Мне это очень напоминает различные, в том числе и православные, интернет-сообщества. Очень точная характеристика. Но митрополит Антоний продолжает: «Христианская община должна быть основана на преизбытке жизни, а не на чувстве ничтожества»[3]. И сегодня жизнь преизбыточествующую мы призваны искать в согласии с опытом ХХ века, а не в отказе от него, не пренебрегая им.
Проблема вторая: Церковь после «церковного возрождения»
Она связана с триумфальным возвращением советского не только в политическую, не только в общественную, но и – что меня особо печалит – в церковную жизнь.
Надо признать очевидный факт: Русская Православная Церкви – это новая, молодая Церковь. Как и всякой молодой общности, Русской Церкви нужна простота, безальтернативность, четкая фиксация форм и практик церковной жизни.
И совершенно естественно, что в основу для созидания этой общности был положен только один из тех трех укладов, о которых я говорил выше, – а именно уклад легальной Церкви, то есть по сути сергианская традиция.
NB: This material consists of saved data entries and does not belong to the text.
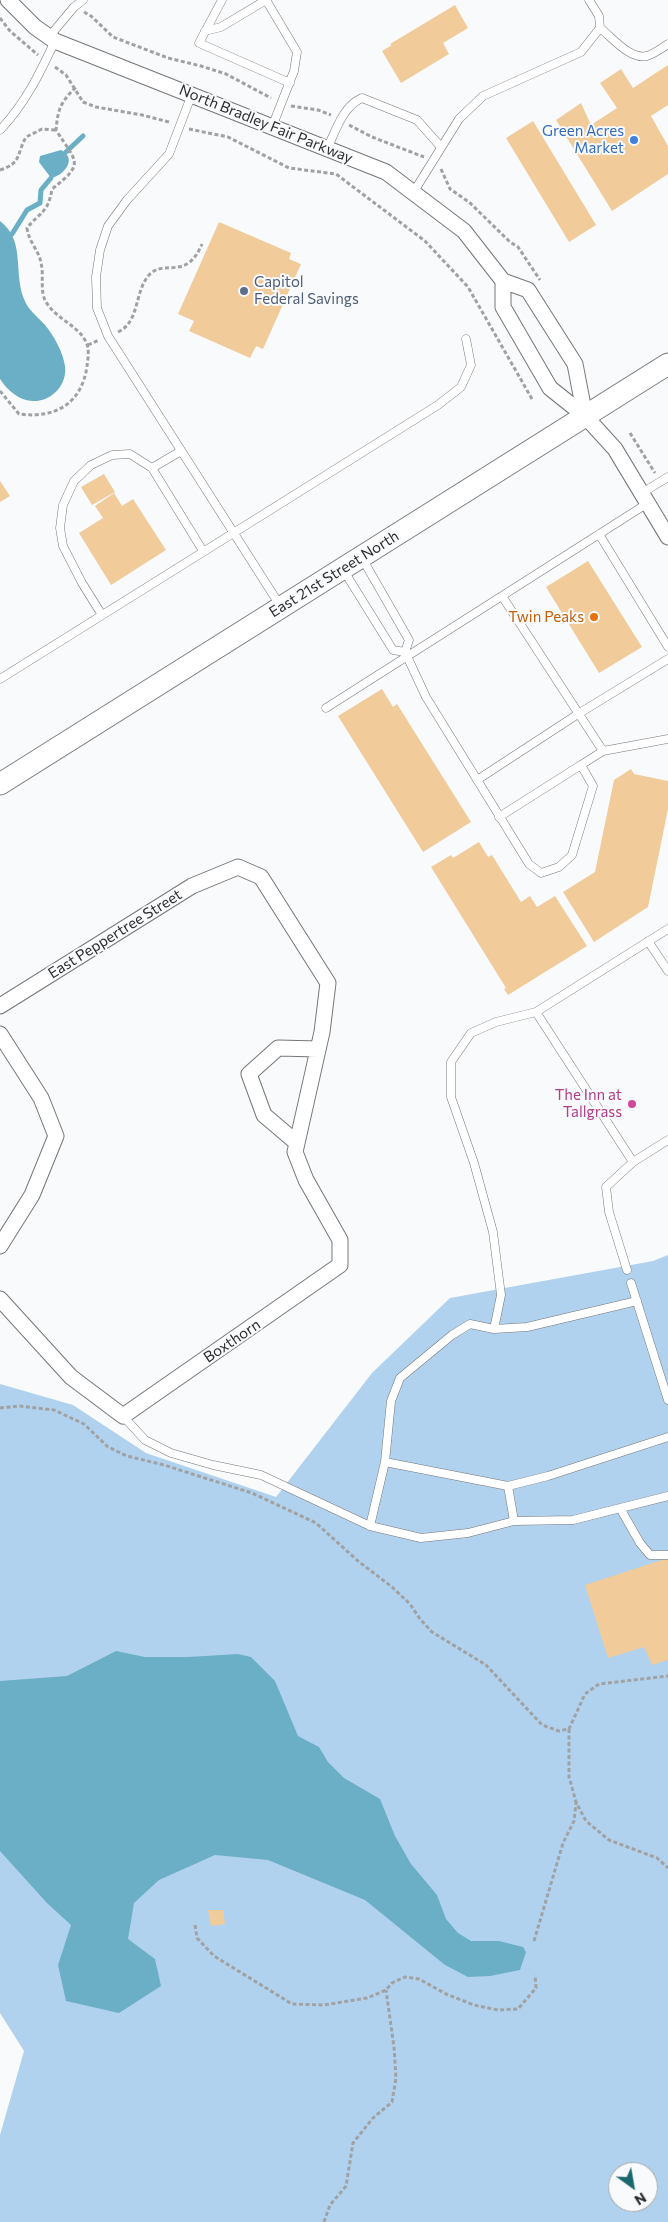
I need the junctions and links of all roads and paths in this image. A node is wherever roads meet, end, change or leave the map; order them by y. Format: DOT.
graph roads {
  1 [pos="8,0"];
  2 [pos="83,0"];
  3 [pos="222,0"];
  4 [pos="589,0"];
  5 [pos="0,18"];
  6 [pos="600,28"];
  7 [pos="205,31"];
  8 [pos="52,39"];
  9 [pos="668,44"];
  10 [pos="46,61"];
  11 [pos="290,84"];
  12 [pos="76,87"];
  13 [pos="192,94"];
  14 [pos="272,127"];
  15 [pos="180,128"];
  16 [pos="0,130"];
  17 [pos="56,130"];
  18 [pos="441,147"];
  19 [pos="327,149"];
  20 [pos="0,170"];
  21 [pos="413,193"];
  22 [pos="202,244"];
  23 [pos="502,281"];
  24 [pos="108,336"];
  25 [pos="466,339"];
  26 [pos="88,345"];
  27 [pos="668,364"];
  28 [pos="0,391"];
  29 [pos="532,399"];
  30 [pos="585,416"];
  31 [pos="630,433"];
  32 [pos="181,451"];
  33 [pos="152,468"];
  34 [pos="668,477"];
  35 [pos="660,482"];
  36 [pos="645,498"];
  37 [pos="232,532"];
  38 [pos="599,534"];
  39 [pos="668,537"];
  40 [pos="203,551"];
  41 [pos="362,557"];
  42 [pos="343,569"];
  43 [pos="502,596"];
  44 [pos="281,607"];
  45 [pos="102,615"];
  46 [pos="668,646"];
  47 [pos="406,654"];
  48 [pos="668,660"];
  49 [pos="0,679"];
  50 [pos="326,708"];
  51 [pos="578,714"];
  52 [pos="668,739"];
  53 [pos="602,751"];
  54 [pos="581,765"];
  55 [pos="476,780"];
  56 [pos="0,784"];
  57 [pos="499,817"];
  58 [pos="668,929"];
  59 [pos="648,941"];
  60 [pos="668,971"];
  61 [pos="0,1006"];
  62 [pos="536,1012"];
  63 [pos="0,1034"];
  64 [pos="318,1049"];
  65 [pos="668,1140"];
  66 [pos="297,1143"];
  67 [pos="633,1162"];
  68 [pos="0,1246"];
  69 [pos="627,1270"];
  70 [pos="631,1283"];
  71 [pos="0,1299"];
  72 [pos="637,1301"];
  73 [pos="494,1329"];
  74 [pos="668,1400"];
  75 [pos="0,1408"];
  76 [pos="123,1416"];
  77 [pos="668,1437"];
  78 [pos="385,1462"];
  79 [pos="508,1486"];
  80 [pos="668,1496"];
  81 [pos="620,1508"];
  82 [pos="514,1521"];
  83 [pos="370,1526"];
  84 [pos="668,1556"];
  85 [pos="668,1676"];
  86 [pos="569,1729"];
  87 [pos="576,1802"];
  88 [pos="668,1868"];
  89 [pos="195,1925"];
  90 [pos="534,1942"];
  91 [pos="535,1974"];
  92 [pos="386,1990"];
  93 [pos="324,2222"];
  1 -- 8 [label="street, North Bradley Fair Parkway"];
  2 -- 8 [label="lane"];
  3 -- 7 [label="lane"];
  4 -- 6 [label="lane"];
  5 -- 10 [label="path"];
  6 -- 9 [label="lane"];
  6 -- 18 [label="lane"];
  7 -- 11 [label="lane"];
  7 -- 11 [label="lane"];
  8 -- 10 [label="lane"];
  8 -- 13 [label="street, North Bradley Fair Parkway"];
  10 -- 12 [label="path"];
  10 -- 16 [label="lane"];
  11 -- 14 [label="lane"];
  12 -- 15 [label="path"];
  12 -- 17 [label="path"];
  13 -- 14 [label="street, North Bradley Fair Parkway"];
  13 -- 15 [label="lane"];
  14 -- 19 [label="street, North Bradley Fair Parkway"];
  15 -- 24 [label="lane"];
  15 -- 29 [label="path"];
  17 -- 20 [label="path"];
  17 -- 26 [label="path"];
  18 -- 19 [label="lane"];
  18 -- 21 [label="lane"];
  19 -- 21 [label="street, North Bradley Fair Parkway"];
  21 -- 23 [label="street, North Bradley Fair Parkway"];
  22 -- 24 [label="path"];
  23 -- 30 [label="street"];
  23 -- 30 [label="street"];
  24 -- 26 [label="path"];
  24 -- 32 [label="lane"];
  25 -- 37 [label="lane"];
  26 -- 28 [label="path"];
  27 -- 30 [label="main road, East 21st Street North"];
  30 -- 36 [label="street"];
  30 -- 41 [label="main road, East 21st Street North"];
  31 -- 35 [label="path"];
  32 -- 33 [label="lane"];
  32 -- 37 [label="lane"];
  33 -- 40 [label="lane"];
  33 -- 45 [label="lane"];
  34 -- 35 [label="lane"];
  35 -- 36 [label="lane"];
  36 -- 38 [label="lane"];
  36 -- 39 [label="street"];
  37 -- 40 [label="lane"];
  37 -- 44 [label="lane"];
  38 -- 43 [label="lane"];
  38 -- 46 [label="lane"];
  40 -- 45 [label="lane"];
  41 -- 42 [label="main road, East 21st Street North"];
  41 -- 47 [label="lane"];
  42 -- 44 [label="main road, East 21st Street North"];
  42 -- 47 [label="lane"];
  43 -- 47 [label="lane"];
  43 -- 51 [label="lane"];
  44 -- 56 [label="main road, East 21st Street North"];
  45 -- 49 [label="lane"];
  47 -- 50 [label="lane"];
  47 -- 55 [label="lane"];
  48 -- 51 [label="lane"];
  51 -- 53 [label="lane"];
  51 -- 55 [label="lane"];
  52 -- 53 [label="lane"];
  53 -- 54 [label="lane"];
  54 -- 57 [label="lane"];
  54 -- 57 [label="lane"];
  55 -- 57 [label="lane"];
  58 -- 59 [label="lane"];
  59 -- 60 [label="lane"];
  59 -- 62 [label="lane"];
  61 -- 64 [label="street, East Peppertree Street"];
  62 -- 67 [label="lane"];
  62 -- 73 [label="lane"];
  63 -- 68 [label="street"];
  64 -- 66 [label="street"];
  64 -- 66 [label="street"];
  65 -- 67 [label="lane"];
  66 -- 76 [label="street, Boxthorn"];
  67 -- 69 [label="lane"];
  70 -- 72 [label="lane"];
  71 -- 76 [label="street"];
  72 -- 73 [label="lane"];
  72 -- 74 [label="lane"];
  73 -- 78 [label="lane"];
  75 -- 86 [label="path"];
  76 -- 83 [label="lane"];
  77 -- 79 [label="lane"];
  78 -- 79 [label="lane"];
  78 -- 83 [label="lane"];
  79 -- 82 [label="lane"];
  80 -- 81 [label="lane"];
  81 -- 82 [label="lane"];
  81 -- 84 [label="lane"];
  82 -- 83 [label="lane"];
  85 -- 86 [label="path"];
  86 -- 87 [label="path"];
  87 -- 88 [label="path"];
  87 -- 90 [label="path"];
  89 -- 92 [label="path"];
  91 -- 92 [label="path"];
  92 -- 93 [label="path"];
}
По-другому и быть не могло – именно легальная Церковь была самой многочисленной и получила возможности и ресурсы для своего развития.
Эта традиция очень жесткая, она сопряжена не только с церковностью, но и с идеологией. А всякая идеология стремится к доминированию и идеологизированная церковность не исключение.
Из этого следует важный вывод: нужна большая работа по сохранению в Церкви различных укладов. По сути дела речь идет о защите свободы внутри Церкви.
Почему доминирующий уклад выдавил два других? Думаю, ответ очевиден. И уклад катакомб, и уклад Церкви в изгнании сохранили очевидную христианскую добродетель, которая практически не встречается в наши дни – умение «не пускать» жизнь государства в свою собственную жизнь, умение жить «без государства». Другими словами, жить верой, которая не требует идеологических подпорок.
Сегодня в Церкви это крайне редкая добродетель. Относятся к ней с подозрением. Практикующих ее обвиняют в лучшем случае в либерализме. Таким образом борьба за сергианский уклад ведется под флагом борьбы за чистоту Православия.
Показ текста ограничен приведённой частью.